* _WHAT YOU SHOULD DO_
In the records below, find every line with the word "name" and copy it.

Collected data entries
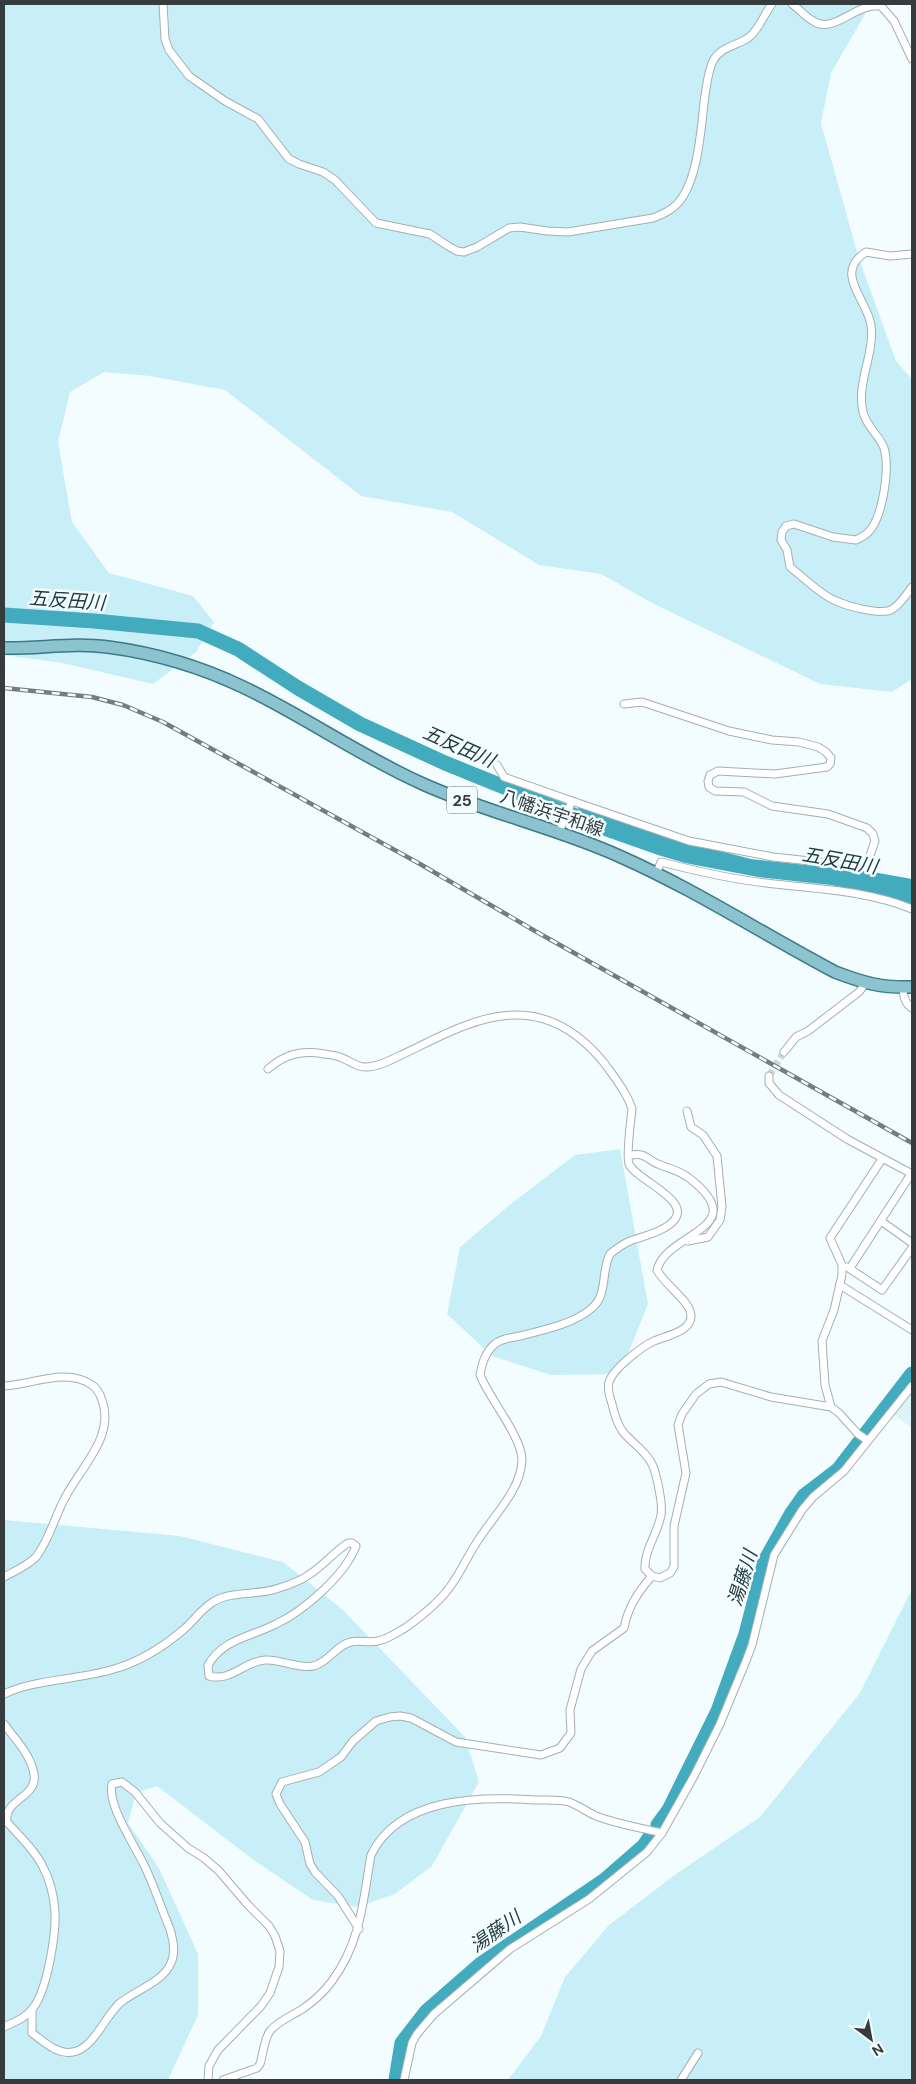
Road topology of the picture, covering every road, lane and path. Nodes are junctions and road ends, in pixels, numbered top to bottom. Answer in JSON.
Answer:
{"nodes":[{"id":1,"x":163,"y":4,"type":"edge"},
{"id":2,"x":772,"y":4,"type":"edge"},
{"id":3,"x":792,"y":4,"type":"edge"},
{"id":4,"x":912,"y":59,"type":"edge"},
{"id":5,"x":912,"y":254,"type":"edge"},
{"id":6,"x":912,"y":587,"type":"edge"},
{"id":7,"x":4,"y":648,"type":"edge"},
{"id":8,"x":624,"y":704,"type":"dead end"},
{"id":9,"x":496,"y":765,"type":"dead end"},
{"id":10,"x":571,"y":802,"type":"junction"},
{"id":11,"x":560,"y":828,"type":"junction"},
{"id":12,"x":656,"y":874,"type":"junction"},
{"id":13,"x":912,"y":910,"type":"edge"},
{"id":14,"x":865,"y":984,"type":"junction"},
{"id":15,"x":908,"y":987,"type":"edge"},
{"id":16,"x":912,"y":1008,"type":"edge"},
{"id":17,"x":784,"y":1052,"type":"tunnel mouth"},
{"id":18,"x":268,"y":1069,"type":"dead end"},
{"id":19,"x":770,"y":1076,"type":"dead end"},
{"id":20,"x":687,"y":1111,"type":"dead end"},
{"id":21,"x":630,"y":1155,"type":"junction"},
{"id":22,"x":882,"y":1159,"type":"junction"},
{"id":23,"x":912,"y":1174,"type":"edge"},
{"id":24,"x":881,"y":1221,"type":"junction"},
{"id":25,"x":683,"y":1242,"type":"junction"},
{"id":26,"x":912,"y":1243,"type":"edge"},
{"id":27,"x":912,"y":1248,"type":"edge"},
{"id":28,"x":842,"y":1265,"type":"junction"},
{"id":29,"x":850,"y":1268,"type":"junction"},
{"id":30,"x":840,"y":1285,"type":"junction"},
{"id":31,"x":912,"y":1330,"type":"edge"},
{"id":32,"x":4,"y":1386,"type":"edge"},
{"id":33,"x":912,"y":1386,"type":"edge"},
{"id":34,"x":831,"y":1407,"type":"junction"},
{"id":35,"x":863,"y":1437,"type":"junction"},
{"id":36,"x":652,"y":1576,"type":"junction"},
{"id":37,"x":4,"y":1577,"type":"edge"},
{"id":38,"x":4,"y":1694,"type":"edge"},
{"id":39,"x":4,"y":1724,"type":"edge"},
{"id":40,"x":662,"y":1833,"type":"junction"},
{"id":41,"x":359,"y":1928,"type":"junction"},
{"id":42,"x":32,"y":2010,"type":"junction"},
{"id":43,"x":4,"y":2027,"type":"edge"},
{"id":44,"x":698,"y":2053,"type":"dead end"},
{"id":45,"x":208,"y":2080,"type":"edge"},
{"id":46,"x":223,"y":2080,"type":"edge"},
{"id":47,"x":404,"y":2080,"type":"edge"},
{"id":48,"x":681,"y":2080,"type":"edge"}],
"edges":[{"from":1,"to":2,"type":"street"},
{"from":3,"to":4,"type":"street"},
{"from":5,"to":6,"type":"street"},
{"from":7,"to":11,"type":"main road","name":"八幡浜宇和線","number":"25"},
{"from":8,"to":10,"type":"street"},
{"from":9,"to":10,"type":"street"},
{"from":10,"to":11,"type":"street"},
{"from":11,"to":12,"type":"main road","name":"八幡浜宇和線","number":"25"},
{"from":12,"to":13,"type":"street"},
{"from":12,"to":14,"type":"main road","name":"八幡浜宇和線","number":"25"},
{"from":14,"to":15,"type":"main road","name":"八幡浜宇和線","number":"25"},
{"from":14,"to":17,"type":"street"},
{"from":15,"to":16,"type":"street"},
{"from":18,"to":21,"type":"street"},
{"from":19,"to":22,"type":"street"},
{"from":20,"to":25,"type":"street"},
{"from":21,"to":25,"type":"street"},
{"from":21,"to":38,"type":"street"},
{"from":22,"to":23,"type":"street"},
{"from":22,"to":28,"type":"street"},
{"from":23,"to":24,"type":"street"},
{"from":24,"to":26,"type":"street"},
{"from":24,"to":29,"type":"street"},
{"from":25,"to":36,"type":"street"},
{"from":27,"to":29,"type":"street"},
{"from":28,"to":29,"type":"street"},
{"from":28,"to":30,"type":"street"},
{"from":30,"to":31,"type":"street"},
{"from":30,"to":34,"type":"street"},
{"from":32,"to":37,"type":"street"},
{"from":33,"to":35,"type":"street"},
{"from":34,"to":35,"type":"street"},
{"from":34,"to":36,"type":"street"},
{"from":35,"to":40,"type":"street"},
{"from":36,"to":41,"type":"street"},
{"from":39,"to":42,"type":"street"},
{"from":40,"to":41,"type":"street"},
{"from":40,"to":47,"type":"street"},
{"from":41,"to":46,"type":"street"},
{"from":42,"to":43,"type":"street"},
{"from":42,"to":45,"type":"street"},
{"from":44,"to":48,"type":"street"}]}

* _OUTPUT FOR THIS TASK_
{"from":7,"to":11,"type":"main road","name":"八幡浜宇和線","number":"25"},
{"from":11,"to":12,"type":"main road","name":"八幡浜宇和線","number":"25"},
{"from":12,"to":14,"type":"main road","name":"八幡浜宇和線","number":"25"},
{"from":14,"to":15,"type":"main road","name":"八幡浜宇和線","number":"25"},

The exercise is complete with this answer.